### Stored data

################

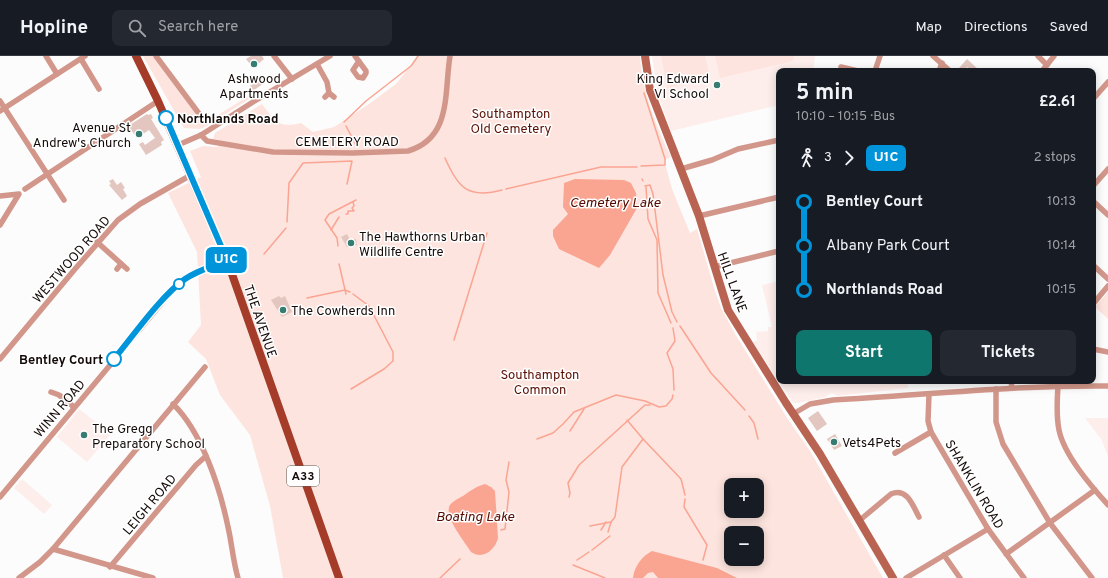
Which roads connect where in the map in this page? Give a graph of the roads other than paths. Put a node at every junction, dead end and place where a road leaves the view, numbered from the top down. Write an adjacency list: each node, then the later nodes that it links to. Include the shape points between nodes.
1 (46, 56): 24 (street)
2 (136, 56): 31 (main road, THE AVENUE / A33)
3 (156, 56): 33 (street)
4 (274, 56): 25 (street)
5 (330, 56): 15 (street)
6 (355, 56): 14 (street)
7 (450, 56): 34 (street, CEMETERY ROAD, via 441,126 429,140 412,150 352,153 273,152 207,141)
8 (645, 56): 37 (street, HILL LANE, via 650,90)
9 (880, 56): 20 (street)
10 (933, 56): 16 (street)
11 (1038, 56): 17 (street)
12 (1054, 56): 17 (street)
13 (83, 57): 24 (street); 27 (street)
14 (359, 61)
15 (317, 64): 25 (street); 28 (street, via 327,82)
16 (942, 64): 21 (street); 22 (street)
17 (1047, 65): 23 (street)
18 (841, 67): 19 (street)
19 (845, 68)
20 (876, 68)
21 (940, 68)
22 (947, 68)
23 (1044, 68)
24 (57, 74): 32 (street)
25 (292, 78): 34 (street)
26 (1108, 82): 29 (street)
27 (99, 85)
28 (330, 96)
29 (1096, 96)
30 (0, 101): 32 (street)
31 (158, 101): 36 (main road, THE AVENUE / A33); 39 (street)
32 (2, 110): 39 (street)
33 (200, 115)
34 (201, 135): 36 (street)
35 (776, 141): 37 (street, via 738,149)
36 (178, 145): 40 (main road, THE AVENUE / A33)
37 (681, 169): 48 (street, HILL LANE)
38 (1108, 169): 41 (street)
39 (47, 173): 42 (street); 45 (street)
40 (191, 175): 50 (street, WESTWOOD ROAD, via 134,208 118,220); 52 (main road, THE AVENUE / A33)
41 (1096, 183)
42 (25, 189)
43 (0, 196): 49 (street, via 19,194)
44 (776, 198): 48 (street)
45 (64, 200)
46 (1096, 204): 47 (street)
47 (1108, 215)
48 (698, 216): 54 (street, HILL LANE)
49 (0, 225)
50 (98, 242): 53 (street); 63 (street, WESTWOOD ROAD)
51 (776, 252): 54 (street)
52 (227, 260): 73 (street, WINN ROAD, via 190,276 176,287); 92 (main road, THE AVENUE / A33)
53 (121, 264): 56 (street); 57 (street)
54 (714, 267): 74 (street, HILL LANE, via 728,310)
55 (1096, 268): 58 (street)
56 (117, 269)
57 (127, 270)
58 (1108, 279)
59 (1108, 286): 60 (street)
60 (1096, 300)
61 (1096, 350): 62 (street)
62 (1108, 352)
63 (0, 360)
64 (205, 367): 72 (street)
65 (1011, 384): 68 (street)
66 (1058, 386): 67 (street); 68 (street); 78 (street, via 1060,435)
67 (1108, 386)
68 (1012, 388): 69 (street)
69 (996, 389): 71 (street); 83 (street, via 996,422 1003,444)
70 (51, 392): 73 (street)
71 (928, 394): 74 (street, via 817,402); 75 (street, SHANKLIN ROAD, via 928,421)
72 (173, 404): 77 (street, via 189,424); 85 (street)
73 (74, 407): 79 (street, WINN ROAD)
74 (793, 414): 82 (street, HILL LANE)
75 (931, 432): 76 (street); 84 (street, SHANKLIN ROAD)
76 (895, 453)
77 (206, 456): 88 (street, LEIGH ROAD); 91 (street, via 227,521)
78 (1095, 490): 80 (street); 83 (street)
79 (0, 497)
80 (1108, 505)
81 (919, 513): 82 (street, via 906,495 897,492 891,494)
82 (860, 520): 93 (street, HILL LANE)
83 (1050, 523): 86 (street); 97 (street)
84 (988, 529): 86 (street, SHANKLIN ROAD); 87 (street)
85 (53, 549): 88 (street); 89 (street)
86 (1006, 554): 96 (street, SHANKLIN ROAD)
87 (944, 555): 94 (street); 95 (street)
88 (110, 567): 90 (street)
89 (22, 577)
90 (153, 578)
91 (238, 578)
92 (339, 578)
93 (892, 578)
94 (906, 578)
95 (960, 578)
96 (1024, 578)
97 (1092, 578)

################

### DESCRIPTION OF THE TASK
From the first line to the last, set down the records above exactly and skip the pictures.

### RESPONSE TO THIS EXERCISE
Which roads connect where in the map in this page? Give a graph of the roads other than paths. Put a node at every junction, dead end and place where a road leaves the view, numbered from the top down. Write an adjacency list: each node, then the later nodes that it links to. Include the shape points between nodes.
1 (46, 56): 24 (street)
2 (136, 56): 31 (main road, THE AVENUE / A33)
3 (156, 56): 33 (street)
4 (274, 56): 25 (street)
5 (330, 56): 15 (street)
6 (355, 56): 14 (street)
7 (450, 56): 34 (street, CEMETERY ROAD, via 441,126 429,140 412,150 352,153 273,152 207,141)
8 (645, 56): 37 (street, HILL LANE, via 650,90)
9 (880, 56): 20 (street)
10 (933, 56): 16 (street)
11 (1038, 56): 17 (street)
12 (1054, 56): 17 (street)
13 (83, 57): 24 (street); 27 (street)
14 (359, 61)
15 (317, 64): 25 (street); 28 (street, via 327,82)
16 (942, 64): 21 (street); 22 (street)
17 (1047, 65): 23 (street)
18 (841, 67): 19 (street)
19 (845, 68)
20 (876, 68)
21 (940, 68)
22 (947, 68)
23 (1044, 68)
24 (57, 74): 32 (street)
25 (292, 78): 34 (street)
26 (1108, 82): 29 (street)
27 (99, 85)
28 (330, 96)
29 (1096, 96)
30 (0, 101): 32 (street)
31 (158, 101): 36 (main road, THE AVENUE / A33); 39 (street)
32 (2, 110): 39 (street)
33 (200, 115)
34 (201, 135): 36 (street)
35 (776, 141): 37 (street, via 738,149)
36 (178, 145): 40 (main road, THE AVENUE / A33)
37 (681, 169): 48 (street, HILL LANE)
38 (1108, 169): 41 (street)
39 (47, 173): 42 (street); 45 (street)
40 (191, 175): 50 (street, WESTWOOD ROAD, via 134,208 118,220); 52 (main road, THE AVENUE / A33)
41 (1096, 183)
42 (25, 189)
43 (0, 196): 49 (street, via 19,194)
44 (776, 198): 48 (street)
45 (64, 200)
46 (1096, 204): 47 (street)
47 (1108, 215)
48 (698, 216): 54 (street, HILL LANE)
49 (0, 225)
50 (98, 242): 53 (street); 63 (street, WESTWOOD ROAD)
51 (776, 252): 54 (street)
52 (227, 260): 73 (street, WINN ROAD, via 190,276 176,287); 92 (main road, THE AVENUE / A33)
53 (121, 264): 56 (street); 57 (street)
54 (714, 267): 74 (street, HILL LANE, via 728,310)
55 (1096, 268): 58 (street)
56 (117, 269)
57 (127, 270)
58 (1108, 279)
59 (1108, 286): 60 (street)
60 (1096, 300)
61 (1096, 350): 62 (street)
62 (1108, 352)
63 (0, 360)
64 (205, 367): 72 (street)
65 (1011, 384): 68 (street)
66 (1058, 386): 67 (street); 68 (street); 78 (street, via 1060,435)
67 (1108, 386)
68 (1012, 388): 69 (street)
69 (996, 389): 71 (street); 83 (street, via 996,422 1003,444)
70 (51, 392): 73 (street)
71 (928, 394): 74 (street, via 817,402); 75 (street, SHANKLIN ROAD, via 928,421)
72 (173, 404): 77 (street, via 189,424); 85 (street)
73 (74, 407): 79 (street, WINN ROAD)
74 (793, 414): 82 (street, HILL LANE)
75 (931, 432): 76 (street); 84 (street, SHANKLIN ROAD)
76 (895, 453)
77 (206, 456): 88 (street, LEIGH ROAD); 91 (street, via 227,521)
78 (1095, 490): 80 (street); 83 (street)
79 (0, 497)
80 (1108, 505)
81 (919, 513): 82 (street, via 906,495 897,492 891,494)
82 (860, 520): 93 (street, HILL LANE)
83 (1050, 523): 86 (street); 97 (street)
84 (988, 529): 86 (street, SHANKLIN ROAD); 87 (street)
85 (53, 549): 88 (street); 89 (street)
86 (1006, 554): 96 (street, SHANKLIN ROAD)
87 (944, 555): 94 (street); 95 (street)
88 (110, 567): 90 (street)
89 (22, 577)
90 (153, 578)
91 (238, 578)
92 (339, 578)
93 (892, 578)
94 (906, 578)
95 (960, 578)
96 (1024, 578)
97 (1092, 578)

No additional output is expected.